[Saved data entries]
■ ■ ■ ■

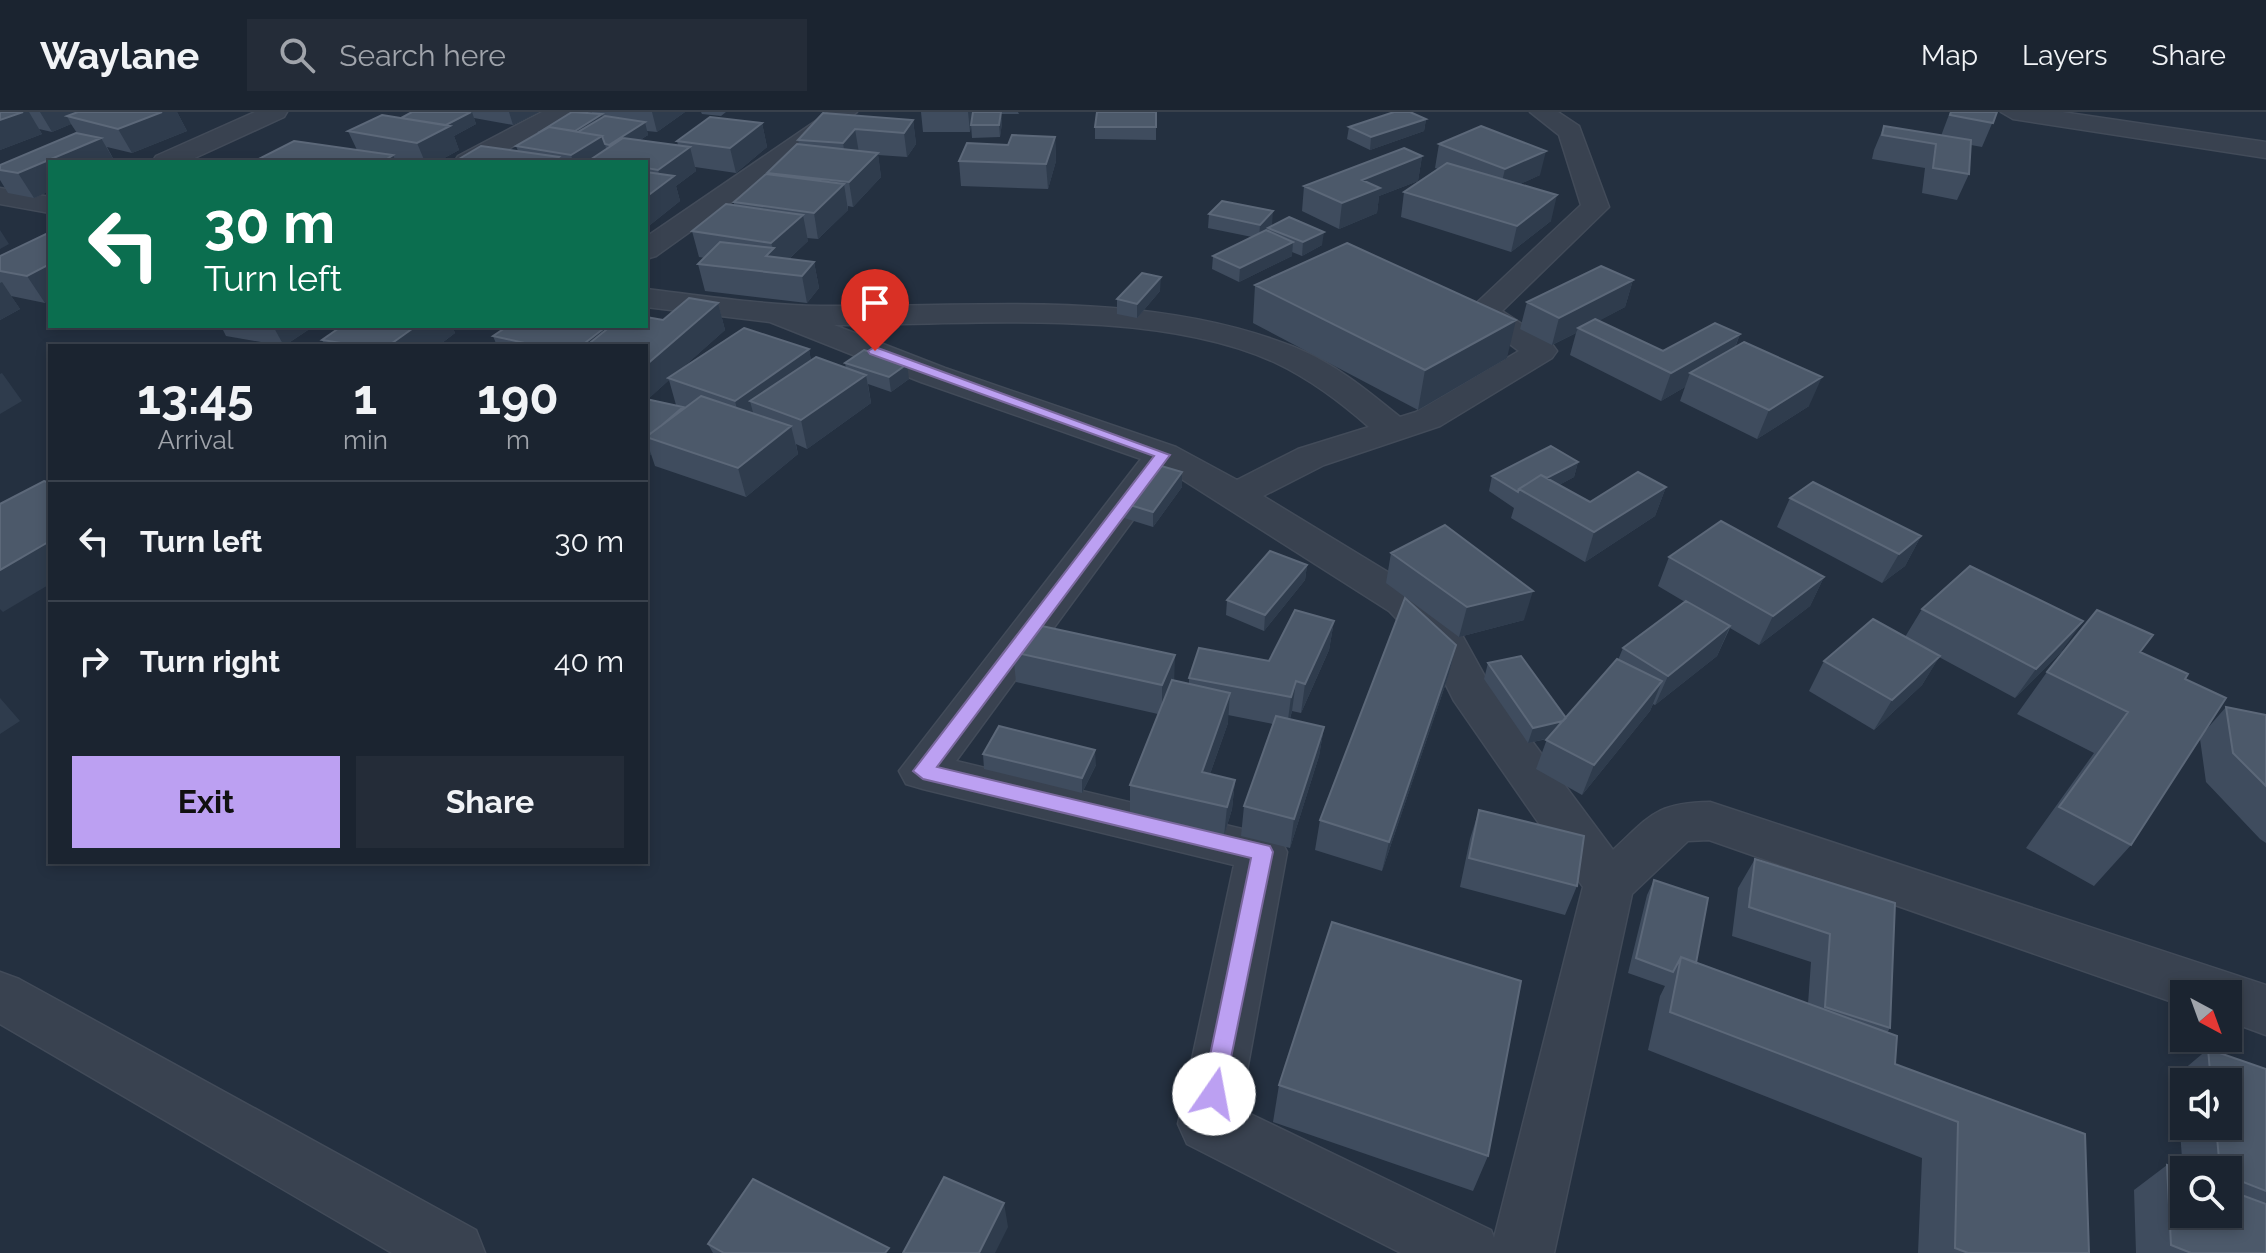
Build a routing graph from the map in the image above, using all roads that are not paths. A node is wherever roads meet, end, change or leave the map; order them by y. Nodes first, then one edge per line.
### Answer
1 (275, 112) edge
2 (560, 112) edge
3 (845, 112) edge
4 (1542, 112) edge
5 (2013, 112) edge
6 (2195, 112) edge
7 (2209, 141) junction
8 (2266, 150) edge
9 (169, 160) edge
10 (471, 160) edge
11 (0, 196) edge
12 (48, 205) edge
13 (648, 249) edge
14 (648, 298) edge
15 (775, 313) junction
16 (1392, 428) junction
17 (1163, 455) junction
18 (1235, 496) junction
19 (1609, 884) junction
20 (2179, 980) edge
21 (0, 996) edge
22 (2242, 1002) edge
23 (2266, 1010) edge
24 (453, 1253) edge
25 (1468, 1253) edge
26 (1522, 1253) edge

1 - 9 street
2 - 10 street
3 - 13 street
4 - 16 street
5 - 7 street
6 - 7 street
7 - 8 street
11 - 12 street
14 - 15 street
15 - 16 street
15 - 17 street
16 - 18 street
17 - 18 street
17 - 25 street
18 - 19 street
19 - 20 street
19 - 26 street
21 - 24 street
22 - 23 street

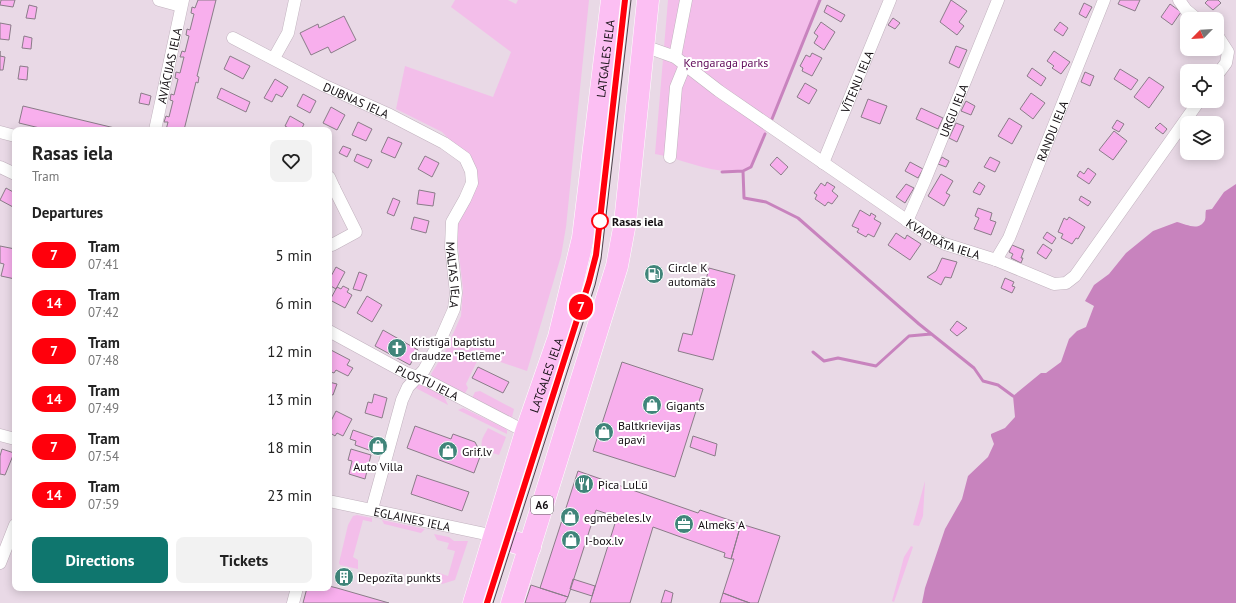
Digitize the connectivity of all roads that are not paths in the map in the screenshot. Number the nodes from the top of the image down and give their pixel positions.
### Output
1 (159, 0) edge
2 (295, 0) edge
3 (612, 0) edge
4 (648, 0) edge
5 (686, 0) edge
6 (890, 0) edge
7 (998, 0) edge
8 (1104, 0) edge
9 (1179, 0) edge
10 (182, 3) edge
11 (1188, 12) edge
12 (233, 38) dead end
13 (644, 46) junction
14 (1224, 46) edge
15 (675, 57) junction
16 (274, 58) junction
17 (685, 65) junction
18 (1224, 66) edge
19 (1194, 108) edge
20 (156, 127) edge
21 (0, 132) edge
22 (12, 135) edge
23 (670, 157) dead end
24 (823, 163) junction
25 (0, 167) edge
26 (471, 171) joint
27 (12, 173) edge
28 (332, 189) edge
29 (907, 221) junction
30 (332, 245) edge
31 (996, 260) junction
32 (332, 334) edge
33 (417, 377) junction
34 (526, 432) junction
35 (0, 436) edge
36 (12, 438) edge
37 (332, 502) edge
38 (372, 509) junction
39 (12, 532) edge
40 (495, 536) junction
41 (530, 547) junction
42 (0, 562) edge
43 (296, 591) edge
44 (293, 603) edge
45 (474, 603) edge
46 (512, 603) edge

1 - 10 street
2 - 16 street
3 - 34 highway, LATGALES IELA
4 - 13 highway, A6
5 - 15 street
6 - 24 street, VĪTEŅU IELA
7 - 29 street, URGU IELA
8 - 31 street, RANDU IELA
9 - 11 street
10 - 20 street, AVIĀCIJAS IELA
12 - 16 street, DUBNAS IELA
13 - 15 street, KVADRĀTA IELA
13 - 41 highway, A6
14 - 18 street
15 - 17 street, KVADRĀTA IELA
16 - 26 street, DUBNAS IELA
17 - 23 street
17 - 24 street, KVADRĀTA IELA
19 - 31 street, KVADRĀTA IELA
21 - 22 street
24 - 29 street, KVADRĀTA IELA
25 - 27 street
26 - 33 street, MALTAS IELA
28 - 30 street
29 - 31 street, KVADRĀTA IELA
32 - 33 street, PLOSTU IELA
33 - 34 street, PLOSTU IELA
33 - 38 street, MALTAS IELA
34 - 40 highway, LATGALES IELA
35 - 36 street
37 - 38 street, EGLAINES IELA
38 - 40 street, EGLAINES IELA
39 - 42 street
40 - 41 highway
40 - 45 highway, LATGALES IELA
41 - 46 highway, A6
43 - 44 street

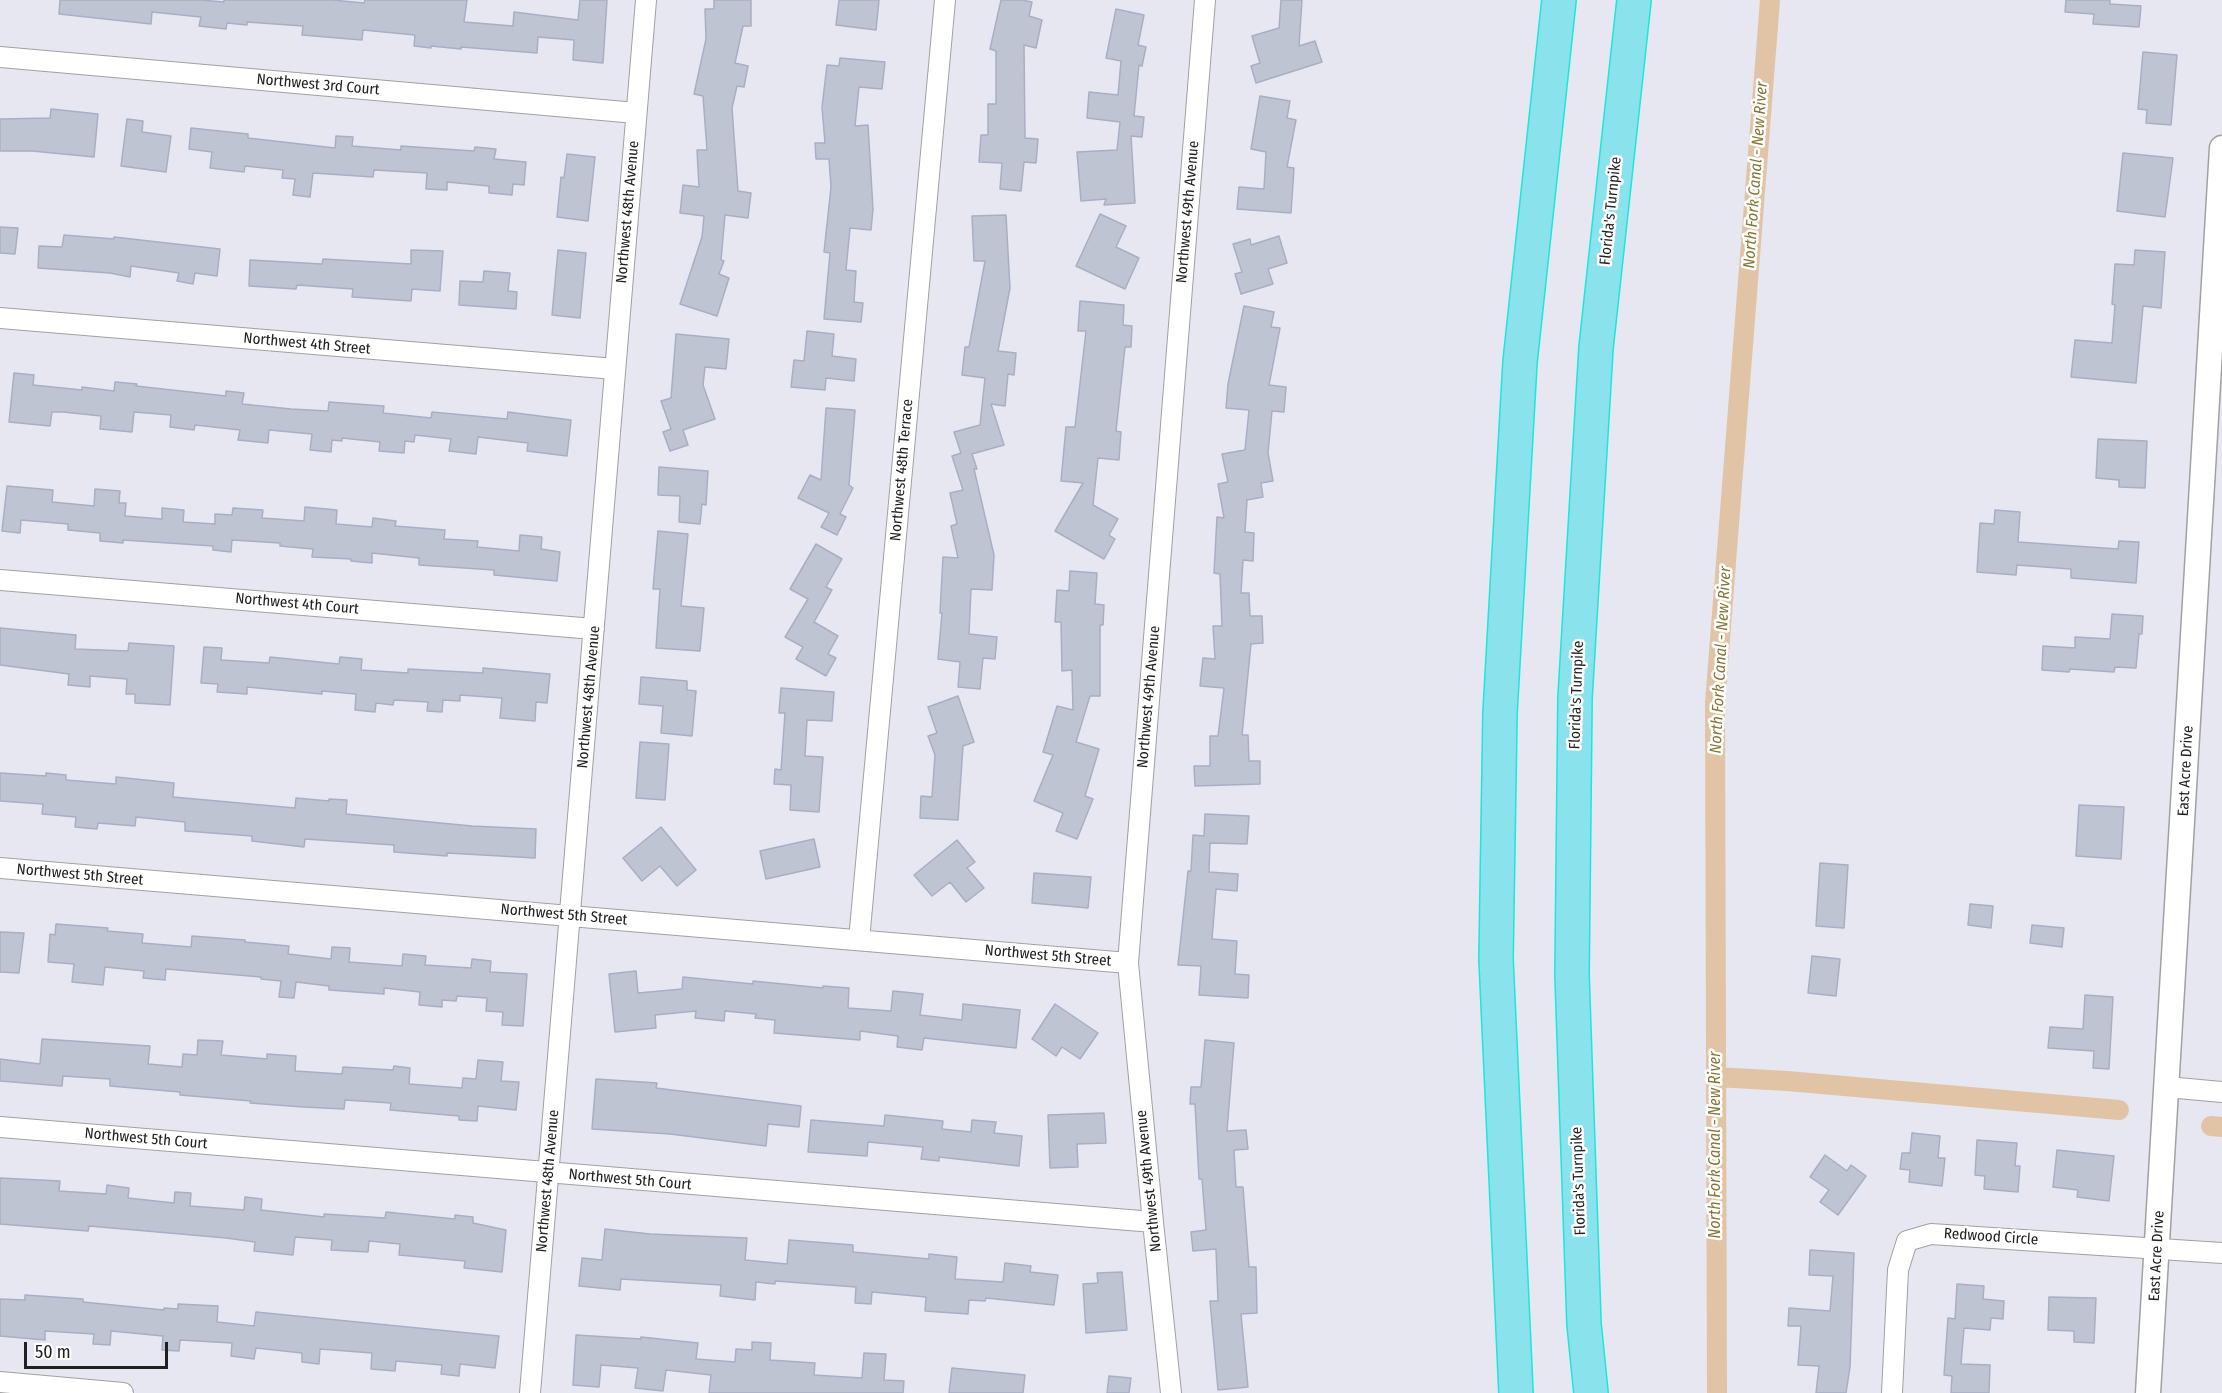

■ ■ ■ ■

◆ **Exercise goal**
Scan the data above and copy every line with "image" in it.

◆ **Exercise output**
Build a routing graph from the map in the image above, using all roads that are not paths. A node is wherever roads meet, end, change or leave the map; order them by y. Nodes first, then one edge per line.
Digitize the connectivity of all roads that are not paths in the map in the screenshot. Number the nodes from the top of the image down and give their pixel positions.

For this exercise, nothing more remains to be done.